Don't Update! Rollback Issued on Release Day: PostgreSQL Faces a Major Setback

As the old saying goes, never release code on Friday. Although PostgreSQL’s recent minor release carefully avoided a Friday launch, it still gave the community a full week of extra work — PostgreSQL will release an unscheduled emergency update next Thursday: PostgreSQL 17.2, 16.6, 15.10, 14.15, 13.20, and even 12.22 for the just-EOLed PG 12.

This is the first time in a decade that such a situation has occurred: on the very day of PostgreSQL’s release, the new version was pulled due to issues discovered by the community. There are two reasons for this emergency release. First, to fix the CVE-2024-10978 security vulnerability, which isn’t a major concern. The real problem is that the new PostgreSQL minor version modified its ABI, causing extensions that depend on ABI stability — like TimescaleDB — to crash.

The issue of PostgreSQL minor version ABI compatibility was actually raised by Yuri back in June at PGConf 2024. During the extensions summit and his talk “Pushing boundaries with extensions, for extension”, he brought up this concern, but it didn’t receive much attention. Now it has exploded spectacularly, and I imagine Yuri is probably shrugging his shoulders saying: “Told you so.”

In short, the PostgreSQL community strongly recommends that users do not upgrade PostgreSQL in the coming week. Tom Lane has proposed releasing an unscheduled emergency minor version next Thursday to roll back these changes, overwriting the older 17.1, 16.5, and so on — essentially treating the problematic versions as if they “never existed.” Consequently, Pigsty 3.1, which was scheduled for release in the next couple of days and set to use the latest PostgreSQL 17.1 by default, will also be delayed by a week.

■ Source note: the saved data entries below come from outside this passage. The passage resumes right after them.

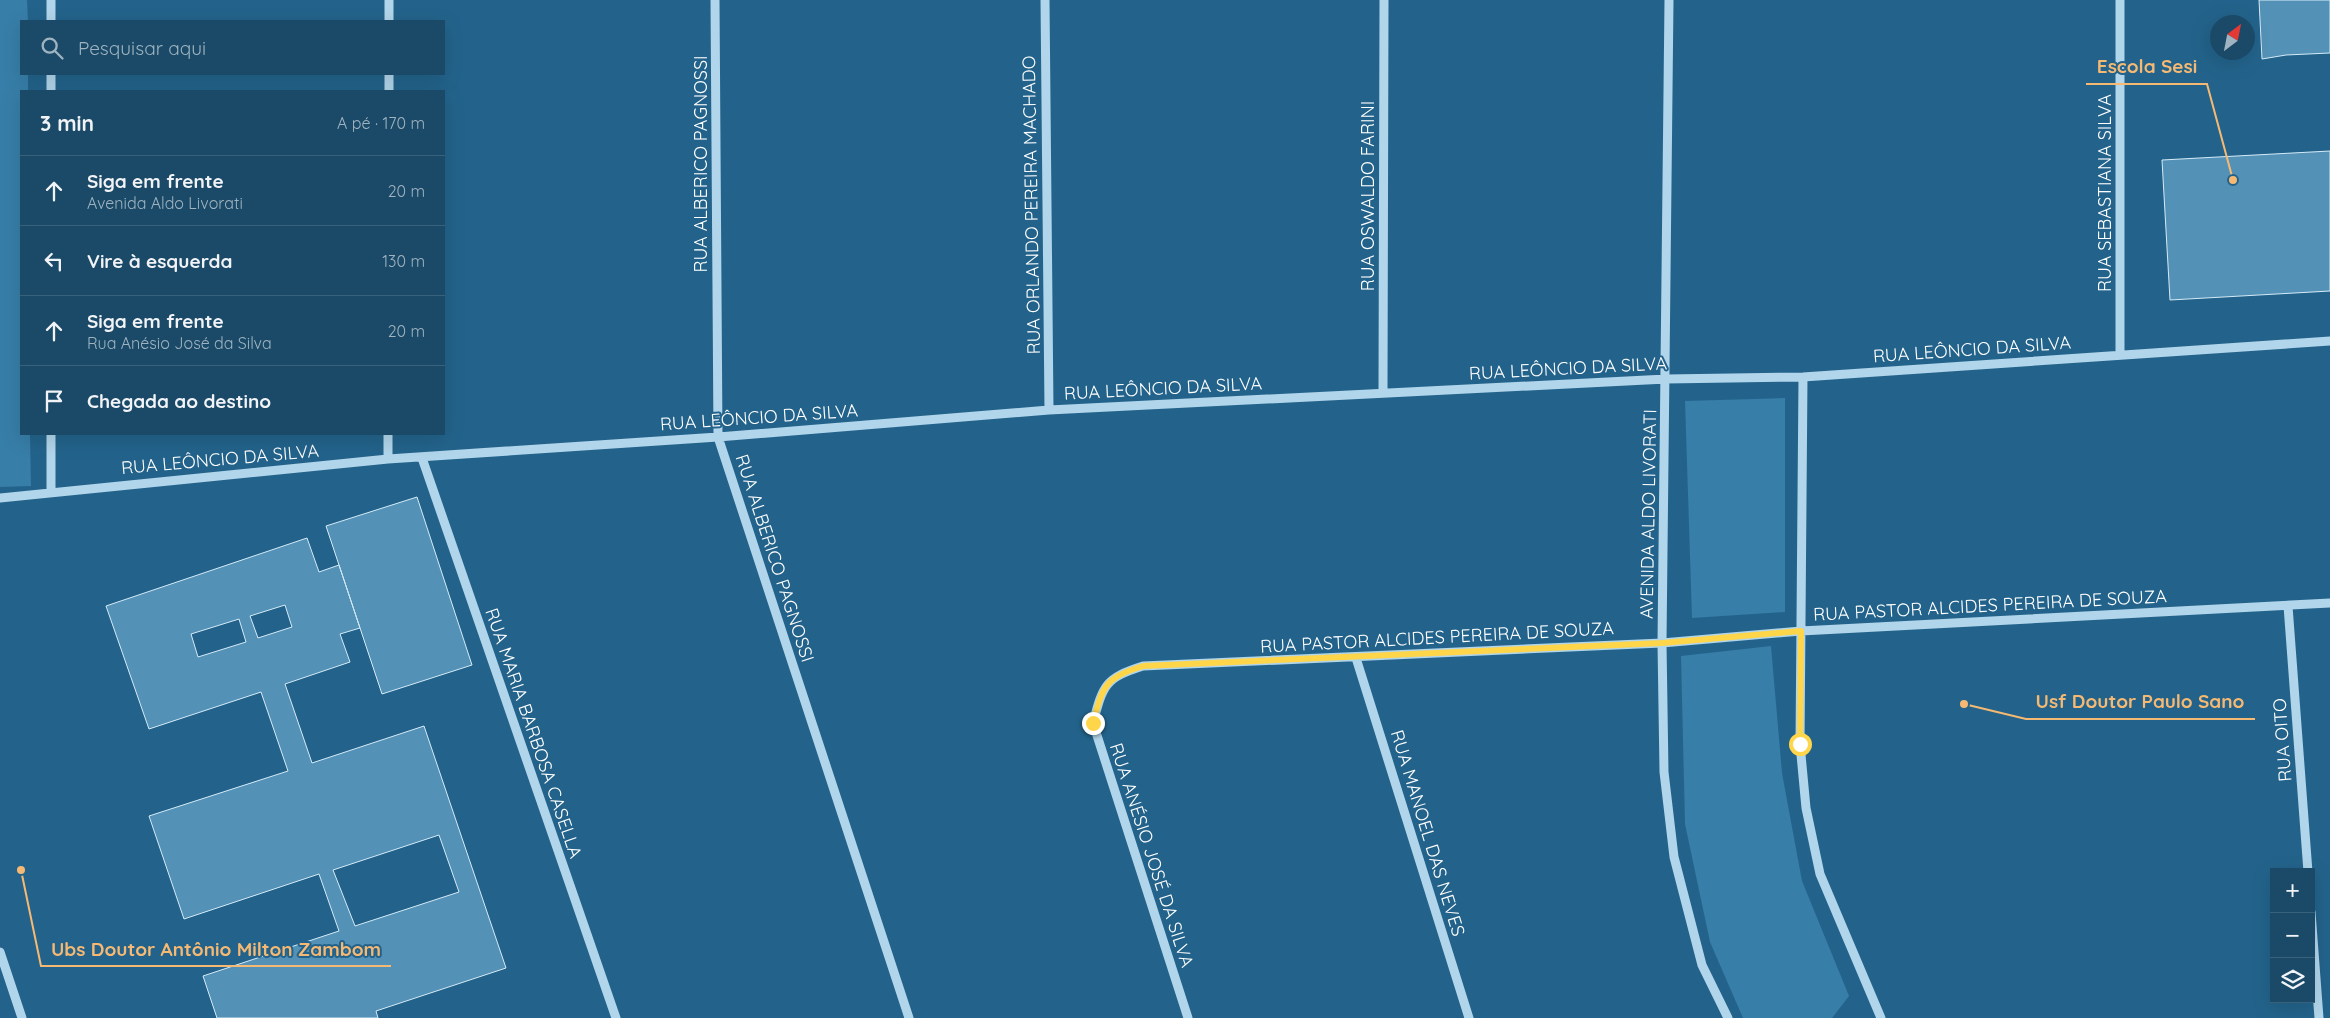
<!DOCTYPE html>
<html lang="pt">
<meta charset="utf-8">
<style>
body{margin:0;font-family:Quicksand,sans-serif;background:#23516e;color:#f1f3f6}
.controls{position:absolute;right:15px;bottom:15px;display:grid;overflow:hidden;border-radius:0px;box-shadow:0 5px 20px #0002}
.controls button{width:45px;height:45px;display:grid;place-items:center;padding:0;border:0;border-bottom:1px solid #38627c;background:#1a4a68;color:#f1f3f6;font:25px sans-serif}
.compass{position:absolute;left:2210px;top:15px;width:45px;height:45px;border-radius:50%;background:#1a4a68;box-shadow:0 5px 20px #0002;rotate:32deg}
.stop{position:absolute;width:15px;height:15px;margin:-11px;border:4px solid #ffd54a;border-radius:50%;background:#fff}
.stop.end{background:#ffd54a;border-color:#fff;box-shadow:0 1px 5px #0008}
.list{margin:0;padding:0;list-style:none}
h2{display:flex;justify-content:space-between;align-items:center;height:65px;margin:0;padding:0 20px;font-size:21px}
h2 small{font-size:16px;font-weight:400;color:#9fb3c0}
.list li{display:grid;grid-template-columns:32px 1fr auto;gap:15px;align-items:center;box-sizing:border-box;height:70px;padding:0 20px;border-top:1px solid #38627c}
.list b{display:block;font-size:19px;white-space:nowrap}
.list p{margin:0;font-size:16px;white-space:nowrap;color:#9fb3c0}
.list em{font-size:16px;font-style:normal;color:#9fb3c0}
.icon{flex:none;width:28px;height:28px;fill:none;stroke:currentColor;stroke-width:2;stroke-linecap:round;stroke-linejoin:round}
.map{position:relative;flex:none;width:2330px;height:1018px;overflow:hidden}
.search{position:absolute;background:#1a4a68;box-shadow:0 5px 20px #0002;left:20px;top:20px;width:425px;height:55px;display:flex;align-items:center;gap:12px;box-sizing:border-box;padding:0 18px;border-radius:0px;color:#9fb3c0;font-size:19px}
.panel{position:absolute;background:#1a4a68;box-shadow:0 5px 20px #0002;left:20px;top:90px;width:425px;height:345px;border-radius:0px}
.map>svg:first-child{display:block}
</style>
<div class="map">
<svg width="2330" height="1018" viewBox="0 0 2330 1018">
<rect width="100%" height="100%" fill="#23638b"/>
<!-- green -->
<path fill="#377ea8" d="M0 0H27L28 21H21V74H28V91H21V434H30L31 486 0 487Z
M1785 398V612L1692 618 1685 401Z
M1771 646 1782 773 1802 881 1849 996 1832 1018H1743L1710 942 1685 824 1681 656Z"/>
<!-- building -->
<path fill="#5491b6" stroke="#d5ebf8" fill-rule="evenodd" d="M2259 0H2330V53L2286 55 2262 59Z
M2330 151V291L2170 300 2162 160Z
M417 497 472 665 382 694 326 526Z
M307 538 319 572 339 565 360 628 340 634 350 662 285 684 312 763 424 726 506 968 376 1011 378 1018H217L203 976 339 931 319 874 184 919 149 816 288 771 261 692 149 729 106 606ZM285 605 292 627 258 638 250 616ZM239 619 246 642 198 657 191 634ZM439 835 459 892 355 926 333 870Z"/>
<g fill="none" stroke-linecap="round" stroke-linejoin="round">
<!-- minor -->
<path stroke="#b1d5ea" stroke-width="9" d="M51 0V21
M715 0 718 437 909 1018
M1045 0 1049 410
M1669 0 1662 643 1664 772 1674 857 1702 965 1728 1018
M2120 0V355
M389 21V0
M51 74V91
M389 91V74
M1803 377 1800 744 1806 808 1820 874 1881 1018
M1383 393 1384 0
M51 434V491
M422 458 616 1018
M388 459V434
M0 498 388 459 718 437 1049 410 1666 379 1803 377 2330 341
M2288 606 2308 872
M1356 658 1469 1018
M2311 912 2319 1018
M0 952 22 1018
M1188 1018 1093 723C1103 685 1105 678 1143 666L1662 643 1801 631 2330 603"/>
</g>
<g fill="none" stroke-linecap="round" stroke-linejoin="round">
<!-- route -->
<path stroke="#ffd54a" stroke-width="6" d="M1093 723C1103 685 1105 678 1143 666L1662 643 1801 631 1800 744"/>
</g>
<g text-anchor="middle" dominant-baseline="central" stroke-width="4" stroke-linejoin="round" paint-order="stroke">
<!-- street labels -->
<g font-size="18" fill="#fff" stroke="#23638b">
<text transform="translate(700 164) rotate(-90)">RUA ALBERICO PAGNOSSI</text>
<text transform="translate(2104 193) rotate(-90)">RUA SEBASTIANA SILVA</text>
<text transform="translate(1367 196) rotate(-90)">RUA OSWALDO FARINI</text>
<text transform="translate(1031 205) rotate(-91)">RUA ORLANDO PEREIRA MACHADO</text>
<text transform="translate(1972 349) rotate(-4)">RUA LEÔNCIO DA SILVA</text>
<text transform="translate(1568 368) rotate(-3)">RUA LEÔNCIO DA SILVA</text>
<text transform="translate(1163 388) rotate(-3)">RUA LEÔNCIO DA SILVA</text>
<text transform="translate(759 417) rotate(-4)">RUA LEÔNCIO DA SILVA</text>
<text transform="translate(220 459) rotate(-5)">RUA LEÔNCIO DA SILVA</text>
<text transform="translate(1648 514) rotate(-89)">AVENIDA ALDO LIVORATI</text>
<text transform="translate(775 558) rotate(72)">RUA ALBERICO PAGNOSSI</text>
<text transform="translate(1990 605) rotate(-3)">RUA PASTOR ALCIDES PEREIRA DE SOUZA</text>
<text transform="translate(1437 637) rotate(-3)">RUA PASTOR ALCIDES PEREIRA DE SOUZA</text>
<text transform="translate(534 733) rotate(71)">RUA MARIA BARBOSA CASELLA</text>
<text transform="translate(2282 740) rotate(-94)">RUA OITO</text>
<text transform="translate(1428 833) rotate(73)">RUA MANOEL DAS NEVES</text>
<text transform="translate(1152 855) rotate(72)">RUA ANÉSIO JOSÉ DA SILVA</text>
</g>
</g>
<!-- callouts -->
<path fill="none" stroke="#f6b973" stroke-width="2" d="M2233 180L2207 84H2086M1964 704L2026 719H2255M21 870L41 966H391"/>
<g fill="#f6b973" stroke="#23638b" stroke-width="2">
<circle cx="2233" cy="180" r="5"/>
<circle cx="1964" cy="704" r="5"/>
<circle cx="21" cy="870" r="5"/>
</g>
<g font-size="19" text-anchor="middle" font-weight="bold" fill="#f6b973" stroke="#23638b" stroke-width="4" stroke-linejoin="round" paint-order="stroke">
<text x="2147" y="73">Escola Sesi</text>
<text x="2140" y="708">Usf Doutor Paulo Sano</text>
<text x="216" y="956">Ubs Doutor Antônio Milton Zambom</text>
</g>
</svg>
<div class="controls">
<button>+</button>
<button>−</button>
<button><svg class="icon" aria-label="layers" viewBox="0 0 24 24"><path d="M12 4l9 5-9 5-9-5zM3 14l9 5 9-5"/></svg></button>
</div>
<svg class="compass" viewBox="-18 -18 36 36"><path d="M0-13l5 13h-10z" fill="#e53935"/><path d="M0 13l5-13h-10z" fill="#9fb3c0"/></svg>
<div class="stop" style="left:1800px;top:744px"></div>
<div class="stop end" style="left:1093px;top:723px"></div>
<div class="search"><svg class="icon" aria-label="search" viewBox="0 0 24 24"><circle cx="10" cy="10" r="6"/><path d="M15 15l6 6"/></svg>Pesquisar aqui</div>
<section class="panel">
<h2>3 min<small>A pé · 170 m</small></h2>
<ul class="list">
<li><svg class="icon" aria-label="ahead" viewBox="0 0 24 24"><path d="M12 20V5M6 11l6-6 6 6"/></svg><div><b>Siga em frente</b><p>Avenida Aldo Livorati</p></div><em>20 m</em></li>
<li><svg class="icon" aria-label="left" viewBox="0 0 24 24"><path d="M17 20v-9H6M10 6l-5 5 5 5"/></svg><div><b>Vire à esquerda</b></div><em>130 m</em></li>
<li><svg class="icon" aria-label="ahead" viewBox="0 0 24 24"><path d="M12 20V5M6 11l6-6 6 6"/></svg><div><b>Siga em frente</b><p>Rua Anésio José da Silva</p></div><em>20 m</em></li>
<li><svg class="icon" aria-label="arrive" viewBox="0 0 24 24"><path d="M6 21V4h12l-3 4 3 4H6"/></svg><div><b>Chegada ao destino</b></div></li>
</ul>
</section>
</div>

Overall, I believe this incident will have a positive impact. First, it’s not a quality issue with the core kernel itself. Second, because it was discovered early enough — on the very day of release — and promptly halted, there was no substantial impact on users. Unlike vulnerabilities in other databases/chips/operating systems that cause widespread damage upon discovery, this was caught early. Apart from a few overzealous update enthusiasts or unfortunate new installations, there shouldn’t be much impact. This is similar to the recent xz backdoor incident, which was also discovered by PG core developer Peter during PostgreSQL testing, further highlighting the vitality and insight of the PostgreSQL ecosystem.


What Happened

On the morning of November 14th, an email appeared on the PostgreSQL Hackers mailing list mentioning that the new minor version had actually broken the ABI. This isn’t a problem for the PostgreSQL database kernel itself, but the ABI change broke the convention between the PG kernel and extension plugins, causing extensions like TimescaleDB to fail on the new PG minor version.

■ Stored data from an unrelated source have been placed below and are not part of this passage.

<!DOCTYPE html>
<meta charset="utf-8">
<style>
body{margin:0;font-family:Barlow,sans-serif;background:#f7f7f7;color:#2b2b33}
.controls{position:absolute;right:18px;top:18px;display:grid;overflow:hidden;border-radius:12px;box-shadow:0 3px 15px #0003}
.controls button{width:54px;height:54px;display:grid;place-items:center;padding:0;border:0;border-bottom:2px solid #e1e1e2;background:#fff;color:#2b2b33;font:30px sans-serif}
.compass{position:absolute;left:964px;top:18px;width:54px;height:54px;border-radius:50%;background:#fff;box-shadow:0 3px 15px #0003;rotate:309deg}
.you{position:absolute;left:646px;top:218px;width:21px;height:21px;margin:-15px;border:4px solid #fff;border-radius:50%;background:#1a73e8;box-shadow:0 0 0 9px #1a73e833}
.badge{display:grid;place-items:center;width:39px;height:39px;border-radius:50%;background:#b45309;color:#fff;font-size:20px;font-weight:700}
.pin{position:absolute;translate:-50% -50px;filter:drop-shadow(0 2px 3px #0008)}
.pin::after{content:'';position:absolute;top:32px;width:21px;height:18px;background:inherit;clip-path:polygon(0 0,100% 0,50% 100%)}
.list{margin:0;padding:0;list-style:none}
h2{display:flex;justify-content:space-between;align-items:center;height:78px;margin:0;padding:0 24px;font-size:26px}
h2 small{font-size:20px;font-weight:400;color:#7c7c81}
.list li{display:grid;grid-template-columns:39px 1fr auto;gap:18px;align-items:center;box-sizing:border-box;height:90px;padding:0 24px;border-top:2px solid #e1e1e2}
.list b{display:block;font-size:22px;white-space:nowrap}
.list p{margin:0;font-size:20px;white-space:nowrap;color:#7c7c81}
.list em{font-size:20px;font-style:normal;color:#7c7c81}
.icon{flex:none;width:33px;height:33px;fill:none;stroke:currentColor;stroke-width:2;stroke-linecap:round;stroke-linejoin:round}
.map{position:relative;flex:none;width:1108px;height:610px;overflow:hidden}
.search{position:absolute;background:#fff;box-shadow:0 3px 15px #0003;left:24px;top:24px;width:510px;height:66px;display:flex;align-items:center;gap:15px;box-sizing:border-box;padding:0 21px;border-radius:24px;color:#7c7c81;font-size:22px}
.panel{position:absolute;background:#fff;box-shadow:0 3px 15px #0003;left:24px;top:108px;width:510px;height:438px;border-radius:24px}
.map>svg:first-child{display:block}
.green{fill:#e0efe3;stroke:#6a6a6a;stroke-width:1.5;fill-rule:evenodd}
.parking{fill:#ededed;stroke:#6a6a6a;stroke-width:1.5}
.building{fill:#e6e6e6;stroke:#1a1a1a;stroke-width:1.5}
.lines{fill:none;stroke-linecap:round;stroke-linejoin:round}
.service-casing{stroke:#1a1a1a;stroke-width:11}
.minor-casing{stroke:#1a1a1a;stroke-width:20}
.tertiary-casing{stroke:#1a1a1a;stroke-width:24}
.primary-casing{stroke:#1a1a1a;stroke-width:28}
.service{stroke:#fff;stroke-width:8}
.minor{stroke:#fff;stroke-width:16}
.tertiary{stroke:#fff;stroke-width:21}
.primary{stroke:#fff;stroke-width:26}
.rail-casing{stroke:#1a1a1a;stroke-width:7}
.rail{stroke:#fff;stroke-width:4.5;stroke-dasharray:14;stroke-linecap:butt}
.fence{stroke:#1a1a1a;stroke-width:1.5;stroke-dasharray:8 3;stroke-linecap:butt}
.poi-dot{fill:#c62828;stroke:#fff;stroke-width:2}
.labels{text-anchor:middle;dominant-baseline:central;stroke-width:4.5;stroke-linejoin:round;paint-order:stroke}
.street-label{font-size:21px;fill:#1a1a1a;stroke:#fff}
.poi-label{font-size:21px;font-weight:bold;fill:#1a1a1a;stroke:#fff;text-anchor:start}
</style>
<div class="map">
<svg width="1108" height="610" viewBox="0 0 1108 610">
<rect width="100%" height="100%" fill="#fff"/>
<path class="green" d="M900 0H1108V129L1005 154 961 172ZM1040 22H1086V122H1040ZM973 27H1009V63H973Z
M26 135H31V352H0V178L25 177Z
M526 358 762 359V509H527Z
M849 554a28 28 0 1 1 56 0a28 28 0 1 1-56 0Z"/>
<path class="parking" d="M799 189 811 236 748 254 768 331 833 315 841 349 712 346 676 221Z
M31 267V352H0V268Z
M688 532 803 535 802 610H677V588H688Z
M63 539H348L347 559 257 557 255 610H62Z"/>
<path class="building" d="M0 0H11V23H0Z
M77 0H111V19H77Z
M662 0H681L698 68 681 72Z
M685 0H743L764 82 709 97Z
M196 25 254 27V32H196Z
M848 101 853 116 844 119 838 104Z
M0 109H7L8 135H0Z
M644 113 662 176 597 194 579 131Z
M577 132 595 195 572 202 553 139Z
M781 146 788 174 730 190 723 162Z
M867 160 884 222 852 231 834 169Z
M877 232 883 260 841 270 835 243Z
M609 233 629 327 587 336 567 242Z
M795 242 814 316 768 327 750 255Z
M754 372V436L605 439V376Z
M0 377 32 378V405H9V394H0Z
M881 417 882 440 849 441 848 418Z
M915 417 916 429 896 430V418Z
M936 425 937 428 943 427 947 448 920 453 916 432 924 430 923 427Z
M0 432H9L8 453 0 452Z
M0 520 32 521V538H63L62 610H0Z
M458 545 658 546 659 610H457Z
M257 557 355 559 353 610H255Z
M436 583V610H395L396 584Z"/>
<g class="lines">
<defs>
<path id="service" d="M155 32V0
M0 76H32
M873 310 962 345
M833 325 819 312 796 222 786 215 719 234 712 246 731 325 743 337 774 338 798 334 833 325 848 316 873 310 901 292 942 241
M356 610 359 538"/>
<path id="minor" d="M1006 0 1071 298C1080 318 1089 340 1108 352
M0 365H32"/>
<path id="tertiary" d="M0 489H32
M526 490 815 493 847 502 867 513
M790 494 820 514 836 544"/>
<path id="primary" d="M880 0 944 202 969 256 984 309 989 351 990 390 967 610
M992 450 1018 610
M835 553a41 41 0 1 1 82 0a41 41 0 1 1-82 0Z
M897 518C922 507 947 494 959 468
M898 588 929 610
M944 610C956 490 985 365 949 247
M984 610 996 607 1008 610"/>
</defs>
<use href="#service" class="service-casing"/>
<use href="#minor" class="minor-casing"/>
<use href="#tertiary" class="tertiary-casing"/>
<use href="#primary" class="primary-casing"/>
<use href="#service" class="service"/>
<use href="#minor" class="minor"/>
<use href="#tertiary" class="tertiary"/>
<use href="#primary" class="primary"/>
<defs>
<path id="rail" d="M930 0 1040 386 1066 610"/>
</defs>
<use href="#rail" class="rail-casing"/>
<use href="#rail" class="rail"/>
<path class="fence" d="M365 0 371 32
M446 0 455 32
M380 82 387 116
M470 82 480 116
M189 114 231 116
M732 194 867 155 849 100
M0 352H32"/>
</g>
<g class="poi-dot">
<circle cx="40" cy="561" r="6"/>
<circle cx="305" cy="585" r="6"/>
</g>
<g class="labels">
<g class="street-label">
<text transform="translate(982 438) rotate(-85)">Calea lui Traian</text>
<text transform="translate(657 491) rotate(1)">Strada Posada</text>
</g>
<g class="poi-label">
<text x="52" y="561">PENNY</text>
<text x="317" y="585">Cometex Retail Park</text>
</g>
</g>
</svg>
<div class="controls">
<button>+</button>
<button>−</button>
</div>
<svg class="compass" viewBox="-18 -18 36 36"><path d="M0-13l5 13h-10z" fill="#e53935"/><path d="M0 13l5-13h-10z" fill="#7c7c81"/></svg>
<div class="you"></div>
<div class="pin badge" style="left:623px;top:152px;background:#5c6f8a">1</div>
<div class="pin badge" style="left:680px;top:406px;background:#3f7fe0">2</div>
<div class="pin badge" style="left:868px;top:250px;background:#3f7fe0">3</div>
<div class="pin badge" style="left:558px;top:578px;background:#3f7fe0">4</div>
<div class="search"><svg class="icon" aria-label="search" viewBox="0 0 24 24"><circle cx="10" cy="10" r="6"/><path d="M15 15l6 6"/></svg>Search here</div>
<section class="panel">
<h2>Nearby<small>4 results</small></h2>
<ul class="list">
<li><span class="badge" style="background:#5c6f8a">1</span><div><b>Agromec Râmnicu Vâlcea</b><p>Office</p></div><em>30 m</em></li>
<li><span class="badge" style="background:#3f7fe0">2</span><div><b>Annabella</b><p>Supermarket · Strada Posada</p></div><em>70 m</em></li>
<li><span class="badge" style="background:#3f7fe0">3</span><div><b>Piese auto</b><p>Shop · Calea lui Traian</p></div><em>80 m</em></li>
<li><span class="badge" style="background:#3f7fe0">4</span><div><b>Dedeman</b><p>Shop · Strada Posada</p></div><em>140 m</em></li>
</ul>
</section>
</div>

PostgreSQL extension plugins are provided for specific major versions on specific operating system distributions. For example, PostGIS, TimescaleDB, and Citus are built for major versions like PG 12, 13, 14, 15, 16, and 17 released each year. Extensions built for PG 16.0 are generally expected to continue working on PG 16.1, 16.2, … 16.x. This means you can perform rolling upgrades of the PG kernel’s minor versions without worrying about extension plugin issues.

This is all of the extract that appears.